Hieronder een aantal uitgewerkte tekeningen. Op de kaartjes heb ik boven A-B een rood stukje papier geplakt en onder D-C een groen stukje. De rode en groene lijnen in de tekeningen geven aan waar je welke kaart moet draaien.
Bij het rijgen hou ik de ABCD-notatie aan de rechterkant. BA, OA, OV, BV staan voor Boven/Voor/Achter/Onder. Afhankelijk van welke richting de kaart op gaat (S of Z) kan Boven dus A of B zijn enzovoort. Daar kijk ik inmiddels dan ook niet meer na. Deze manier stond op een Duitse website over 'Brettchenweben'. Als alle kaartjes zijn ingeregen en hangen te bengelen is het een kwestie van de letters allemaal naar rechts en de rode kant van de kaartjes boven.

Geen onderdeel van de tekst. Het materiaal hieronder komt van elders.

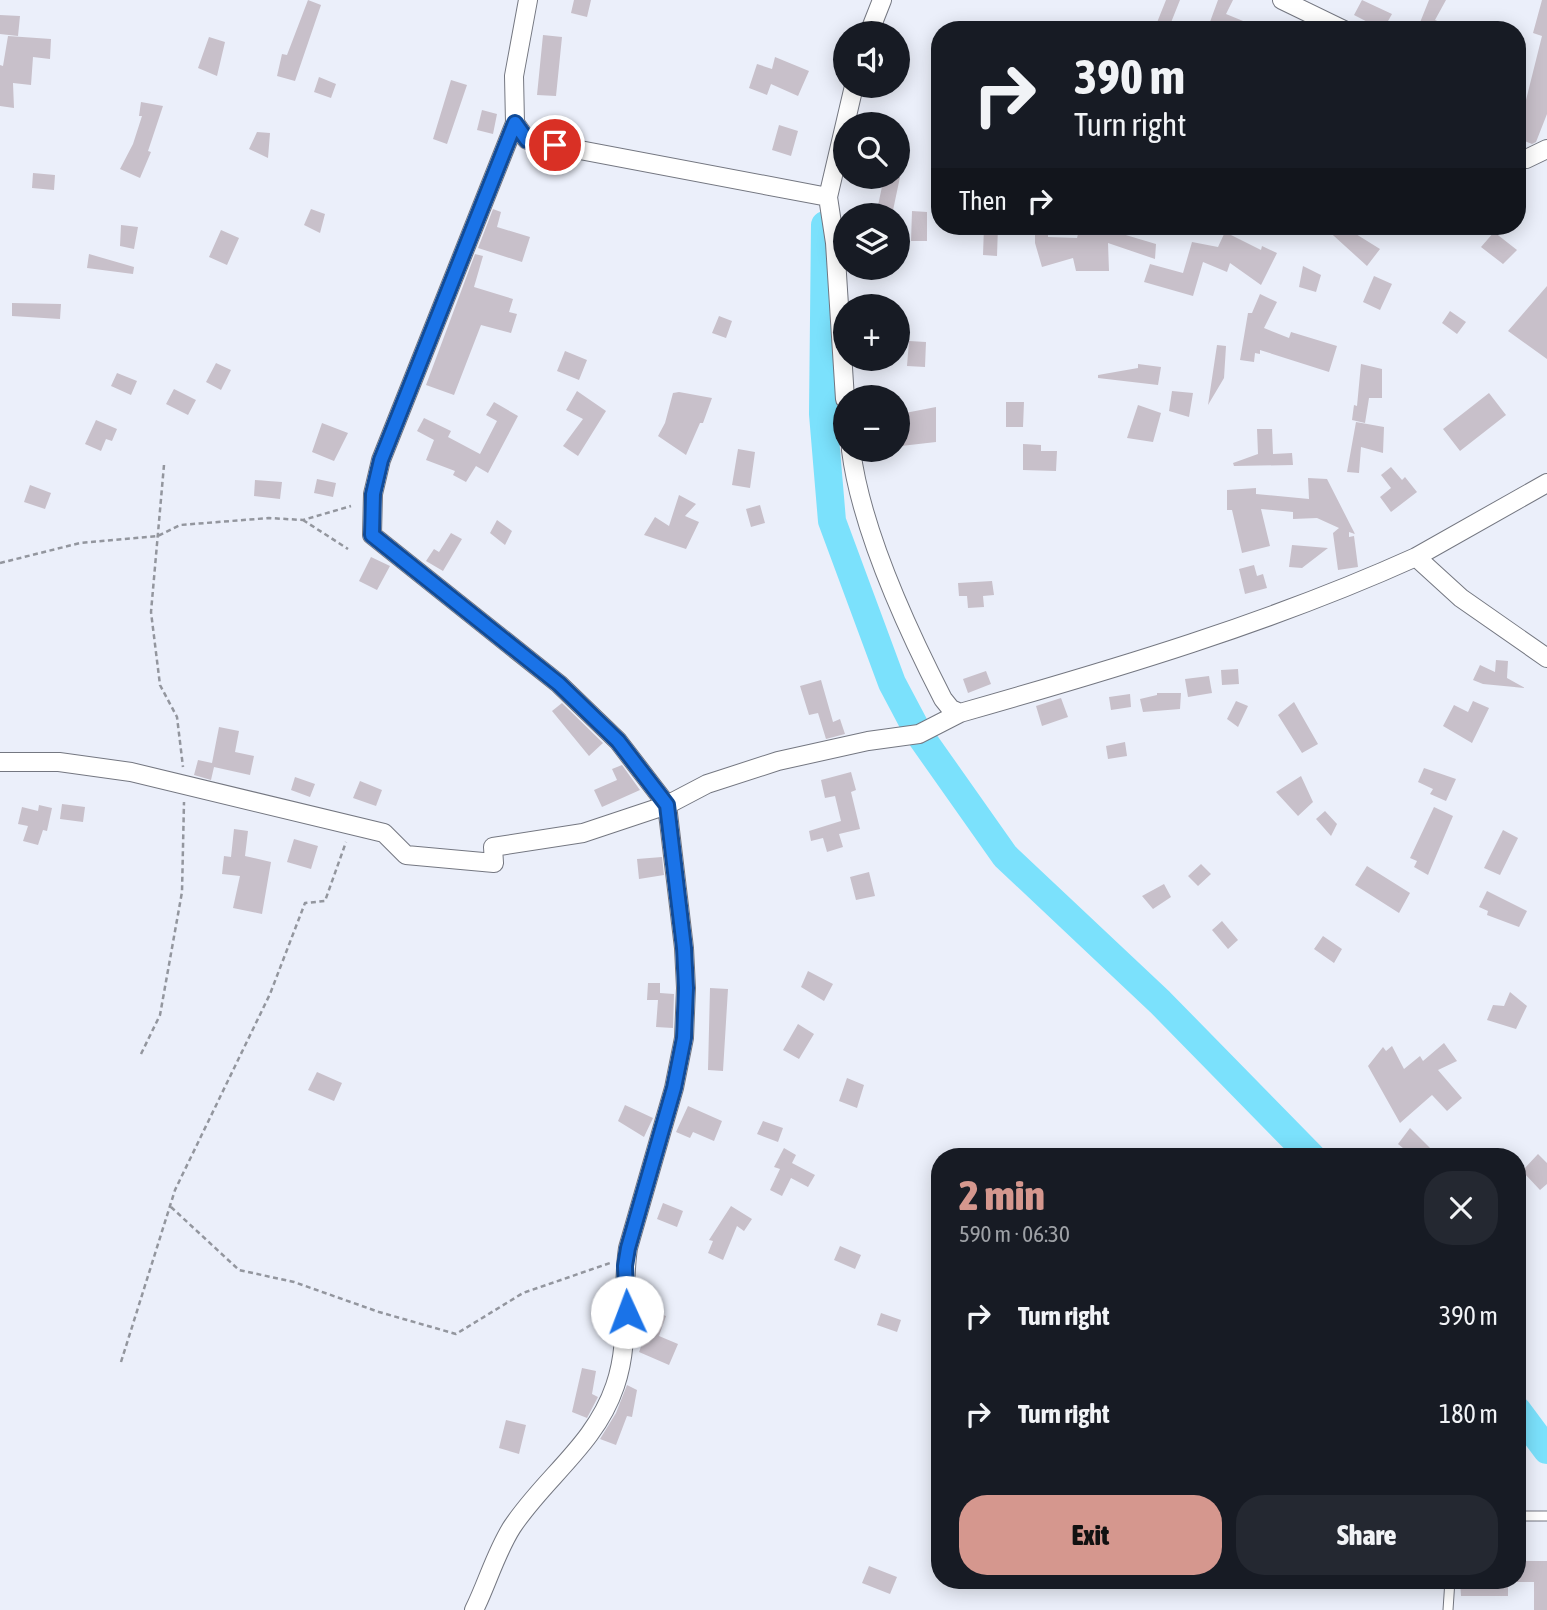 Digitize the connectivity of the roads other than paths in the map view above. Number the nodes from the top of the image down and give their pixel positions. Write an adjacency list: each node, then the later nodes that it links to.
1 (528, 0): 7 (street)
2 (882, 0): 4 (street)
3 (1282, 0): 5 (street)
4 (874, 21)
5 (1325, 21)
6 (851, 98): 10 (street)
7 (515, 123): 10 (street); 18 (street)
8 (1547, 149): 9 (street)
9 (1526, 159)
10 (828, 197): 11 (street)
11 (844, 385)
12 (853, 462): 16 (street)
13 (1547, 483): 14 (street)
14 (1416, 557): 15 (street); 16 (street)
15 (1547, 657)
16 (960, 713): 18 (street)
17 (0, 762): 18 (street)
18 (667, 805): 22 (street)
19 (1526, 1516): 20 (lane)
20 (1547, 1516)
21 (1449, 1589): 23 (lane)
22 (474, 1610)
23 (1448, 1610) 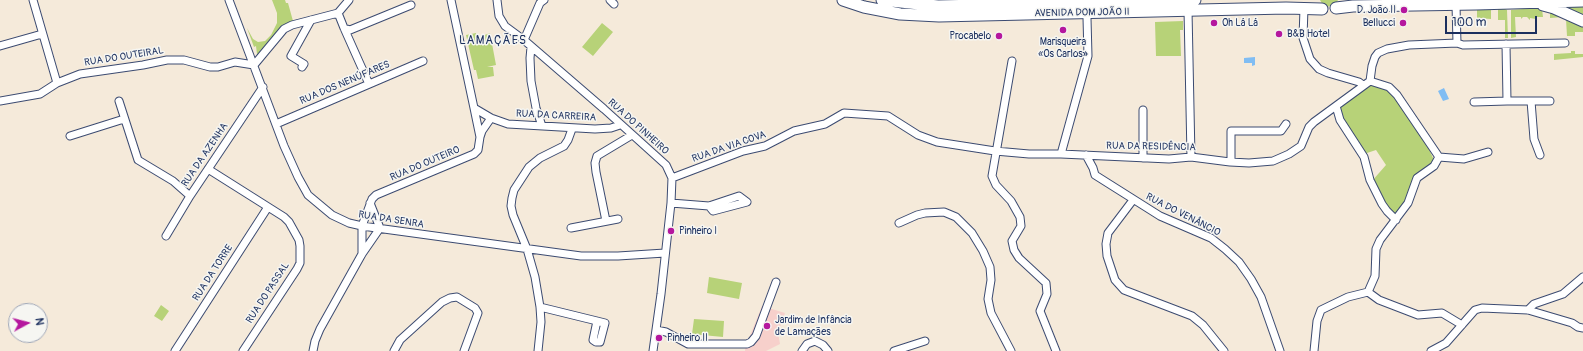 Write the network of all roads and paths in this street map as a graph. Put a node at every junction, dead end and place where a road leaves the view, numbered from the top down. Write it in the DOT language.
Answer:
graph roads {
  1 [pos="33,0"];
  2 [pos="229,0"];
  3 [pos="349,0"];
  4 [pos="451,0"];
  5 [pos="498,0"];
  6 [pos="544,0"];
  7 [pos="843,0"];
  8 [pos="882,0"];
  9 [pos="1152,0"];
  10 [pos="1196,0"];
  11 [pos="1583,1"];
  12 [pos="1534,3"];
  13 [pos="1319,4"];
  14 [pos="1338,4"];
  15 [pos="1456,4"];
  16 [pos="411,5"];
  17 [pos="1304,8"];
  18 [pos="1188,10"];
  19 [pos="338,13"];
  20 [pos="1087,18"];
  21 [pos="311,20"];
  22 [pos="1583,21"];
  23 [pos="344,28"];
  24 [pos="42,34"];
  25 [pos="524,40"];
  26 [pos="1457,43"];
  27 [pos="1565,43"];
  28 [pos="1506,44"];
  29 [pos="0,46"];
  30 [pos="531,47"];
  31 [pos="422,61"];
  32 [pos="1012,61"];
  33 [pos="254,65"];
  34 [pos="302,68"];
  35 [pos="57,83"];
  36 [pos="1366,83"];
  37 [pos="369,84"];
  38 [pos="263,87"];
  39 [pos="119,100"];
  40 [pos="0,101"];
  41 [pos="1507,101"];
  42 [pos="1531,101"];
  43 [pos="1550,101"];
  44 [pos="1474,102"];
  45 [pos="1336,106"];
  46 [pos="474,108"];
  47 [pos="1143,110"];
  48 [pos="491,118"];
  49 [pos="124,119"];
  50 [pos="276,124"];
  51 [pos="1286,124"];
  52 [pos="620,125"];
  53 [pos="542,126"];
  54 [pos="572,129"];
  55 [pos="632,135"];
  56 [pos="70,136"];
  57 [pos="480,137"];
  58 [pos="995,151"];
  59 [pos="1488,152"];
  60 [pos="1061,154"];
  61 [pos="1086,155"];
  62 [pos="1540,155"];
  63 [pos="1102,156"];
  64 [pos="1191,157"];
  65 [pos="1439,157"];
  66 [pos="1143,158"];
  67 [pos="1231,162"];
  68 [pos="1093,168"];
  69 [pos="208,169"];
  70 [pos="672,178"];
  71 [pos="190,196"];
  72 [pos="1133,200"];
  73 [pos="370,203"];
  74 [pos="671,203"];
  75 [pos="709,206"];
  76 [pos="268,207"];
  77 [pos="618,219"];
  78 [pos="1396,220"];
  79 [pos="606,221"];
  80 [pos="899,223"];
  81 [pos="362,226"];
  82 [pos="380,228"];
  83 [pos="571,228"];
  84 [pos="166,236"];
  85 [pos="527,250"];
  86 [pos="665,253"];
  87 [pos="362,254"];
  88 [pos="1583,277"];
  89 [pos="776,282"];
  90 [pos="1368,292"];
  91 [pos="540,307"];
  92 [pos="1528,310"];
  93 [pos="597,321"];
  94 [pos="1462,325"];
  95 [pos="1583,328"];
  96 [pos="656,330"];
  97 [pos="925,341"];
  98 [pos="175,351"];
  99 [pos="243,351"];
  100 [pos="313,351"];
  101 [pos="394,351"];
  102 [pos="464,351"];
  103 [pos="538,351"];
  104 [pos="653,351"];
  105 [pos="802,351"];
  106 [pos="828,351"];
  107 [pos="894,351"];
  108 [pos="1011,351"];
  109 [pos="1056,351"];
  110 [pos="1224,351"];
  111 [pos="1280,351"];
  112 [pos="1314,351"];
  113 [pos="1430,351"];
  1 -- 24 [label="street"];
  2 -- 33 [label="street, RUA DA SENRA"];
  3 -- 19 [label="street"];
  4 -- 46 [label="street"];
  5 -- 25 [label="street, RUA DO PINHEIRO"];
  6 -- 25 [label="street"];
  7 -- 18 [label="main road, AVENIDA DOM JOÃO II"];
  8 -- 9 [label="main road, AVENIDA DOM JOÃO II"];
  9 -- 10 [label="main road, AVENIDA DOM JOÃO II"];
  11 -- 12 [label="main road, AVENIDA DOM JOÃO II"];
  12 -- 15 [label="main road, AVENIDA DOM JOÃO II"];
  12 -- 22 [label="main road"];
  13 -- 14 [label="main road, AVENIDA DOM JOÃO II"];
  13 -- 17 [label="main road, AVENIDA DOM JOÃO II"];
  14 -- 15 [label="main road, AVENIDA DOM JOÃO II"];
  15 -- 26 [label="street"];
  16 -- 23 [label="street"];
  17 -- 18 [label="main road, AVENIDA DOM JOÃO II"];
  17 -- 36 [label="street"];
  18 -- 64 [label="street"];
  19 -- 21 [label="street"];
  19 -- 23 [label="street"];
  20 -- 60 [label="street"];
  21 -- 33 [label="street"];
  21 -- 34 [label="street"];
  23 -- 37 [label="street"];
  24 -- 29 [label="street"];
  24 -- 35 [label="street"];
  25 -- 30 [label="street, RUA DO PINHEIRO"];
  26 -- 28 [label="street"];
  26 -- 36 [label="street"];
  27 -- 28 [label="street"];
  28 -- 41 [label="street"];
  30 -- 52 [label="street, RUA DO PINHEIRO"];
  30 -- 53 [label="street"];
  31 -- 37 [label="street, RUA DOS NENÚFARES"];
  32 -- 58 [label="street"];
  33 -- 35 [label="street, RUA DO OUTEIRAL"];
  33 -- 38 [label="street, RUA DA SENRA"];
  35 -- 40 [label="street, RUA DO OUTEIRAL"];
  36 -- 45 [label="street, RUA DA RESIDÊNCIA"];
  36 -- 65 [label="street"];
  37 -- 50 [label="street, RUA DOS NENÚFARES"];
  38 -- 50 [label="street, RUA DA SENRA"];
  38 -- 69 [label="street, RUA DA AZENHA"];
  39 -- 49 [label="street"];
  41 -- 42 [label="street"];
  41 -- 44 [label="street"];
  42 -- 43 [label="street"];
  42 -- 62 [label="street"];
  45 -- 67 [label="street, RUA DA RESIDÊNCIA"];
  45 -- 78 [label="street"];
  46 -- 48 [label="street, RUA DA CARREIRA"];
  46 -- 57 [label="street"];
  47 -- 66 [label="street"];
  48 -- 53 [label="street, RUA DA CARREIRA"];
  48 -- 57 [label="street"];
  49 -- 56 [label="street"];
  49 -- 71 [label="street"];
  50 -- 81 [label="street, RUA DA SENRA"];
  51 -- 67 [label="street"];
  52 -- 54 [label="street, RUA DA CARREIRA"];
  52 -- 55 [label="street, RUA DO PINHEIRO"];
  53 -- 54 [label="street, RUA DA CARREIRA"];
  54 -- 85 [label="street"];
  55 -- 70 [label="street, RUA DO PINHEIRO"];
  55 -- 79 [label="street"];
  57 -- 73 [label="street, RUA DO OUTEIRO"];
  58 -- 60 [label="street, RUA DA VIA COVA"];
  58 -- 70 [label="street, RUA DA VIA COVA"];
  58 -- 109 [label="street"];
  59 -- 65 [label="street"];
  60 -- 61 [label="street, RUA DA RESIDÊNCIA"];
  61 -- 63 [label="street, RUA DA RESIDÊNCIA"];
  61 -- 68 [label="street, RUA DO VENÂNCIO"];
  63 -- 66 [label="street, RUA DA RESIDÊNCIA"];
  63 -- 68 [label="street"];
  64 -- 66 [label="street, RUA DA RESIDÊNCIA"];
  64 -- 67 [label="street, RUA DA RESIDÊNCIA"];
  65 -- 78 [label="street"];
  68 -- 72 [label="street, RUA DO VENÂNCIO"];
  69 -- 71 [label="street, RUA DA AZENHA"];
  69 -- 76 [label="street, RUA DO PASSAL"];
  70 -- 74 [label="street"];
  71 -- 84 [label="street, RUA DA AZENHA"];
  72 -- 110 [label="street, RUA DO VENÂNCIO"];
  72 -- 111 [label="street, RUA DO VENÂNCIO"];
  73 -- 81 [label="street"];
  73 -- 82 [label="street"];
  74 -- 75 [label="street"];
  74 -- 86 [label="street"];
  76 -- 98 [label="street, RUA DA TORRE"];
  76 -- 99 [label="street, RUA DO PASSAL"];
  77 -- 79 [label="street"];
  78 -- 90 [label="street"];
  79 -- 83 [label="street"];
  80 -- 108 [label="street"];
  81 -- 82 [label="street, RUA DA SENRA"];
  81 -- 87 [label="street"];
  82 -- 85 [label="street, RUA DA SENRA"];
  82 -- 87 [label="street"];
  85 -- 86 [label="street, RUA DA SENRA"];
  85 -- 91 [label="street"];
  86 -- 96 [label="street"];
  87 -- 100 [label="street"];
  88 -- 92 [label="street"];
  89 -- 96 [label="street"];
  90 -- 94 [label="street"];
  90 -- 112 [label="street"];
  91 -- 93 [label="street"];
  91 -- 103 [label="street"];
  92 -- 94 [label="street"];
  92 -- 95 [label="street"];
  94 -- 113 [label="street"];
  96 -- 104 [label="street"];
  97 -- 107 [label="street"];
  101 -- 102 [label="street"];
  105 -- 106 [label="street"];
}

Het weefgetouw is gemaakt van restjes hout en 'haakjes en dingen uit de gereedschapsbak'. Het begon met een eenvoudige plank met aan beide kanten een haakje en ontwikkelde zich in een paar fasen. De spijkertjes bovenaan zijn vooral handig bij het rijgen; Zodra een kaart geregen is gaan de draden daarvan op hun eigen plek (meestal begin ik in het midden).